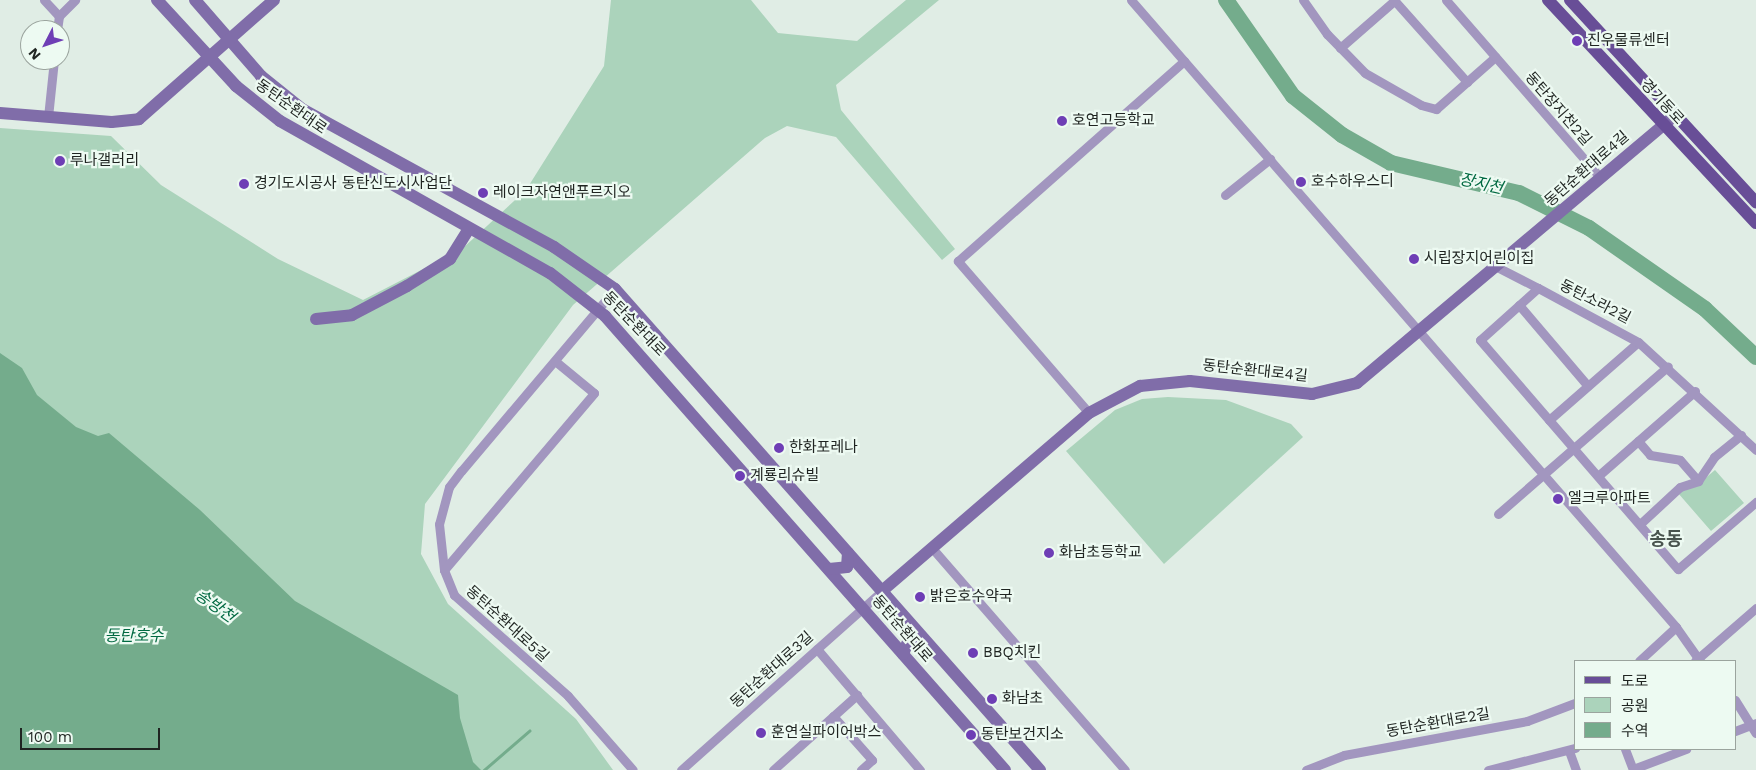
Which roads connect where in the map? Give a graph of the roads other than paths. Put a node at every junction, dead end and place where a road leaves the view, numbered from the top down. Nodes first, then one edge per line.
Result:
1 (44, 0) edge
2 (75, 0) edge
3 (157, 0) edge
4 (194, 0) edge
5 (274, 0) edge
6 (1131, 0) edge
7 (1303, 0) edge
8 (1394, 0) edge
9 (1446, 0) edge
10 (1548, 0) edge
11 (1570, 0) edge
12 (59, 16) junction
13 (58, 20) edge
14 (229, 40) junction
15 (1340, 48) junction
16 (1495, 57) junction
17 (209, 59) junction
18 (1184, 61) junction
19 (53, 70) edge
20 (1466, 82) junction
21 (0, 113) edge
22 (48, 117) junction
23 (1674, 117) junction
24 (1662, 126) junction
25 (1270, 159) junction
26 (1601, 178) junction
27 (1225, 195) dead end
28 (1756, 202) edge
29 (1756, 222) edge
30 (469, 228) junction
31 (1497, 267) junction
32 (1538, 288) junction
33 (615, 289) junction
34 (1519, 305) junction
35 (598, 310) junction
36 (316, 319) dead end
37 (1420, 333) junction
38 (1638, 342) junction
39 (555, 361) junction
40 (1668, 366) junction
41 (1588, 386) junction
42 (1695, 391) junction
43 (1089, 413) junction
44 (1549, 420) junction
45 (1741, 435) junction
46 (1638, 441) junction
47 (1574, 448) junction
48 (1756, 450) edge
49 (1544, 474) junction
50 (1598, 476) junction
51 (1698, 481) junction
52 (1756, 502) edge
53 (1498, 514) dead end
54 (1640, 524) junction
55 (932, 548) junction
56 (848, 553) junction
57 (829, 569) junction
58 (444, 570) junction
59 (882, 591) junction
60 (863, 608) junction
61 (1756, 608) edge
62 (1676, 627) junction
63 (817, 649) junction
64 (903, 654) junction
65 (1640, 660) edge
66 (1697, 660) edge
67 (856, 695) junction
68 (976, 698) junction
69 (1736, 701) edge
70 (1574, 703) edge
71 (833, 716) junction
72 (1755, 726) edge
73 (1736, 731) edge
74 (1572, 749) edge
75 (1625, 750) edge
76 (1683, 750) edge
77 (1513, 768) edge
78 (1633, 769) edge
79 (633, 770) edge
80 (681, 770) edge
81 (773, 770) edge
82 (861, 770) edge
83 (920, 770) edge
84 (1005, 770) edge
85 (1040, 770) edge
86 (1126, 770) edge
87 (1306, 770) edge
88 (1488, 770) edge
89 (1576, 770) edge

1 - 12 street
2 - 12 street
3 - 17 main road, 동탄순환대로
4 - 14 main road, 동탄순환대로
5 - 14 main road
6 - 18 street
7 - 15 street
8 - 15 street
8 - 20 street
9 - 16 street, 동탄장지천2길
10 - 24 main road, 경기동로
11 - 23 main road, 경기동로
12 - 13 street
14 - 17 main road
14 - 33 main road, 동탄순환대로
15 - 20 street
16 - 20 street
16 - 26 street, 동탄장지천2길
17 - 22 main road
17 - 30 main road, 동탄순환대로
18 - 25 street
18 - 43 street
19 - 22 street
21 - 22 main road
23 - 24 main road, 동탄순환대로4길
23 - 28 main road, 경기동로
24 - 26 main road, 동탄순환대로4길
24 - 29 main road, 경기동로
25 - 27 street
25 - 37 street
26 - 31 main road, 동탄순환대로4길
30 - 35 main road, 동탄순환대로
30 - 36 main road
31 - 32 street
31 - 37 main road, 동탄순환대로4길
32 - 34 street, 동탄소라2길
32 - 38 street, 동탄소라2길
33 - 35 street, 동탄순환대로5길
33 - 56 main road, 동탄순환대로
34 - 41 street
34 - 44 street, 동탄소라2길
35 - 39 street, 동탄순환대로5길
35 - 57 main road, 동탄순환대로
37 - 43 main road, 동탄순환대로4길
37 - 49 street
38 - 40 street, 동탄소라2길
38 - 41 street
39 - 58 street, 동탄순환대로5길
39 - 58 street
40 - 42 street, 동탄소라2길
40 - 47 street
41 - 44 street
42 - 45 street, 동탄소라2길
42 - 46 street
43 - 55 main road, 동탄순환대로4길
44 - 47 street, 동탄소라2길
45 - 48 street, 동탄소라2길
45 - 51 street
46 - 50 street
46 - 51 street
47 - 49 street
47 - 50 street, 동탄소라2길
49 - 53 street
49 - 62 street
50 - 54 street, 동탄소라2길
51 - 54 street
52 - 54 street, 동탄소라2길
55 - 59 main road, 동탄순환대로4길
55 - 86 street
56 - 57 main road
56 - 59 main road, 동탄순환대로
57 - 60 main road, 동탄순환대로
58 - 79 street, 동탄순환대로5길
59 - 60 street, 동탄순환대로3길
59 - 68 main road, 동탄순환대로
60 - 63 street, 동탄순환대로3길
60 - 64 main road, 동탄순환대로
61 - 66 street
62 - 65 street
62 - 66 street
63 - 67 street
63 - 80 street, 동탄순환대로3길
64 - 68 main road
64 - 84 main road, 동탄순환대로
67 - 71 street
67 - 83 street
68 - 85 main road, 동탄순환대로
69 - 72 street
70 - 87 street, 동탄순환대로2길
71 - 81 street
71 - 82 street
72 - 73 street
74 - 77 street
74 - 89 street
75 - 78 street
76 - 78 street
77 - 88 street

___

■ EXERCISE OBJECTIVE
The word "경기동로" may occur in lines of the data above; say how many lines hold it, giving only the number.

■ RESULT OF THIS TASK
4